La chose n'a pas tout à fait l'envergure du live de Radiohead - elle vient de se terminer au moment où j'écris ces lignes, c'était jeudi dernier - , mais en une trentaine de minutes bien serrées, le groupe a levé le voile sur sa nouvelle direction sonore.

«Tu as raison, c'est certainement un disque qui nous amène dans de nouvelles directions musicales, assure Matt Helders. Tous ceux à qui nous l'avons fait entendre jugent que c'est un changement de son assez notable. Je crois qu'après deux albums, nous étions mûrs pour essayer quelque chose d'autre.»
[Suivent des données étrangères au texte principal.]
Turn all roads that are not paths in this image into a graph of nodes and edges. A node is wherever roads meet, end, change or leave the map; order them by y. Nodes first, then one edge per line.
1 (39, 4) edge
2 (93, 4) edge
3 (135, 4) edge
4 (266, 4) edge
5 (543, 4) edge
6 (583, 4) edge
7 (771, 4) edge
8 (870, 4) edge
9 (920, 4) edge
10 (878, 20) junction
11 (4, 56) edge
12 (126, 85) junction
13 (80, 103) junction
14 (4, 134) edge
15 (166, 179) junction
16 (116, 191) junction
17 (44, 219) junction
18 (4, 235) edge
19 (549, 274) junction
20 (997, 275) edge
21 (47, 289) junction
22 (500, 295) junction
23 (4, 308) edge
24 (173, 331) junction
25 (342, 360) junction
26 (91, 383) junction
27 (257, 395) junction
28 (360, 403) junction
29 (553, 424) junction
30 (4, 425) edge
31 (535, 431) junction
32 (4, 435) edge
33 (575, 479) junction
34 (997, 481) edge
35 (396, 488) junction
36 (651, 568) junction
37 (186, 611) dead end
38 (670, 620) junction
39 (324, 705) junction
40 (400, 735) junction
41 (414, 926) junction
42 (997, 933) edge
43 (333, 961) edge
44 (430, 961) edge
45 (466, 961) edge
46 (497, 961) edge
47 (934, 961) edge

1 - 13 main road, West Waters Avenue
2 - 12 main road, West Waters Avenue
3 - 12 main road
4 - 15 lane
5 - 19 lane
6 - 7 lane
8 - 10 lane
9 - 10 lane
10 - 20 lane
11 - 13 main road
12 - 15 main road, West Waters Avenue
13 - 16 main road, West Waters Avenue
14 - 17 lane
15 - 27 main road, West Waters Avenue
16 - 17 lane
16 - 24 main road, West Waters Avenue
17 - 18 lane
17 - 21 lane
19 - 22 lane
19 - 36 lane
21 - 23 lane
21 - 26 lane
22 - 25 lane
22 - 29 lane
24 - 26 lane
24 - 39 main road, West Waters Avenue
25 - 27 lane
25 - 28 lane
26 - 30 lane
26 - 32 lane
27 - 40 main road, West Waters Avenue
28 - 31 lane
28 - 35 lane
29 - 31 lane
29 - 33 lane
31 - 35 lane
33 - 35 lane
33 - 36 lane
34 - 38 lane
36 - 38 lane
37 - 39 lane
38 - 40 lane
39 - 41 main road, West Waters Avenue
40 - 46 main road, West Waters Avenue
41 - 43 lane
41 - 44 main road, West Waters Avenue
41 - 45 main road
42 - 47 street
«Honnêtement, je ne saurais trop dire comment ça s'est articulé, tout ça. Nous avons enregistré un tas de chansons, ce n'est qu'à la fin qu'on a fait le tri, pour conserver celles qui nous semblaient les plus originales.» Enregistré «dans le superbe désert Mojave, là où il y a le Joshua Tree» avec nul autre que Josh Homme (Queen of the Stone Age), ce nouvel album semble imprégné de la grande et riche tradition rock psychédélique californienne. «Mais avec des teintes assez sombres», prévient le batteur.
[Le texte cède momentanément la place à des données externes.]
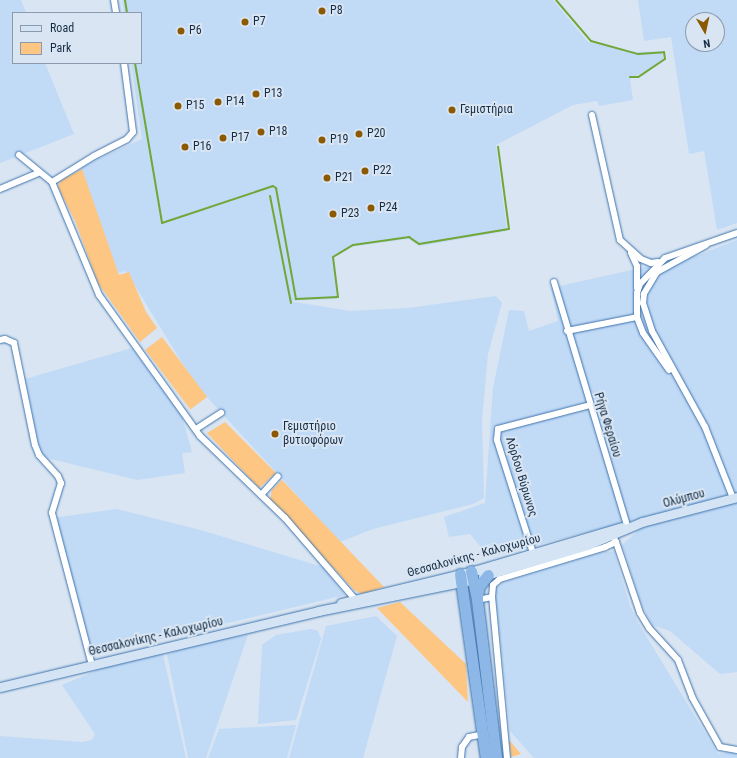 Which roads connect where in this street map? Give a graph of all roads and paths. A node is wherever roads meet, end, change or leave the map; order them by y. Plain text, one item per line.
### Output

La griffe de Homme n'y est pas, en soi, perceptible; Arctic Monkeys n'est heavy que dans les thèmes et les mélodies insidieuses. Sur scène, selon ce qu'on a pu voir dans la webdiffusion, les chansons sortent de leur belle torpeur pour prendre du ressort. Le document diffusé il y a quelques jours donne certainement envie d'aller les voir demain, à Osheaga.

Déclaration pimentée

Au bout du fil, de la chambre d'un hôtel anonyme des États-Unis, Helders laisse échapper quelques signes de fatigue. Déjà qu'il n'est pas reconnu pour être un grand parleur, ses réponses concises sont débitées sur un ton un peu morne. On ne se surprendra pas que les médias britanniques aient alors envie de pimenter quelques-unes de ses déclarations... «Ah, parce qu'on parle de ça aussi chez vous?» s'étonne-t-il dans un rare moment de sursaut.
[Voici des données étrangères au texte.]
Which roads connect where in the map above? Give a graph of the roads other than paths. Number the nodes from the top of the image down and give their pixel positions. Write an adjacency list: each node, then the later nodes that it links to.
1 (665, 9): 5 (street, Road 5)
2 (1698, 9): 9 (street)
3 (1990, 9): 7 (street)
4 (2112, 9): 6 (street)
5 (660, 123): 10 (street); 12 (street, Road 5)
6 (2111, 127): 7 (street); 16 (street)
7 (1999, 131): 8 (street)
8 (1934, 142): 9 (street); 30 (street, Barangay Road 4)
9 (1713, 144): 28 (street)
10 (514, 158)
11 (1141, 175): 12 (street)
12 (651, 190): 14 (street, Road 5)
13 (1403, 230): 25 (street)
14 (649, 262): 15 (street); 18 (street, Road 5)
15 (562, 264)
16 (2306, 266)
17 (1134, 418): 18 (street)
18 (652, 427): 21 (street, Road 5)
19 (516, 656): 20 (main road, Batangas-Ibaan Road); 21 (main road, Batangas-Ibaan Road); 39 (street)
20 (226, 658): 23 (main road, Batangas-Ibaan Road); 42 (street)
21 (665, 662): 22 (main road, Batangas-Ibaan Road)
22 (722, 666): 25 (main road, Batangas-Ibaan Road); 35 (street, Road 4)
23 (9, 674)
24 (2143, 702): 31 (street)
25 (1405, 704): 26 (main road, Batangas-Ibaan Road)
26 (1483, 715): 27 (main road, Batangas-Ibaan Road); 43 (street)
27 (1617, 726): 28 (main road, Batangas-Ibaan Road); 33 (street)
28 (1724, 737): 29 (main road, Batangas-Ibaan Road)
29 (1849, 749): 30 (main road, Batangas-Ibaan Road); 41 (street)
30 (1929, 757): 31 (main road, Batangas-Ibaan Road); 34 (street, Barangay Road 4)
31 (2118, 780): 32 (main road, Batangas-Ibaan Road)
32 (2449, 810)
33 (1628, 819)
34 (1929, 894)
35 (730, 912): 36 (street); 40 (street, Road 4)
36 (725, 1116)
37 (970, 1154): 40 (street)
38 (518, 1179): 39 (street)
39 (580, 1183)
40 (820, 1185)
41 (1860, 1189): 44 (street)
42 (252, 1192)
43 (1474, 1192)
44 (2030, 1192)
«Ça», c'est sa déclaration à propos du récent lauréat du convoité prix Ivor Novello, remis à l'auteur-compositeur le plus méritoire de l'année (The Ting Tings en 2009), qui a fait les choux gras du magasine NME: «Le Ivor Novello semblait être le plus significatif des prix, mais je crois que celui-ci a perdu de sa valeur.» Cinglant. Le NME attend toujours la réplique des Ting Tings - elle viendra peut-être de Montréal, puisque le duo doit jouer à Osheaga demain, quelques heures avant Arctic Monkeys...

«Bah, tout ça a été monté en épingle, désamorce le batteur. C'est moins aux Ting Tings que je m'en prenais, tu comprends...» Il faut bien dire que, en matière de trophées, Arctic Monkeys connait la chanson. Le Novello, le groupe l'a remporté en 2007 pour l'impeccable Whatever People Say I Am, That's What I'm Not. Une chanson qui leur a aussi permis de mettre la main sur le prestigieux Mercury Prize. On vous dispense de la nomenclature des autres statuettes remportées ces trois dernières années.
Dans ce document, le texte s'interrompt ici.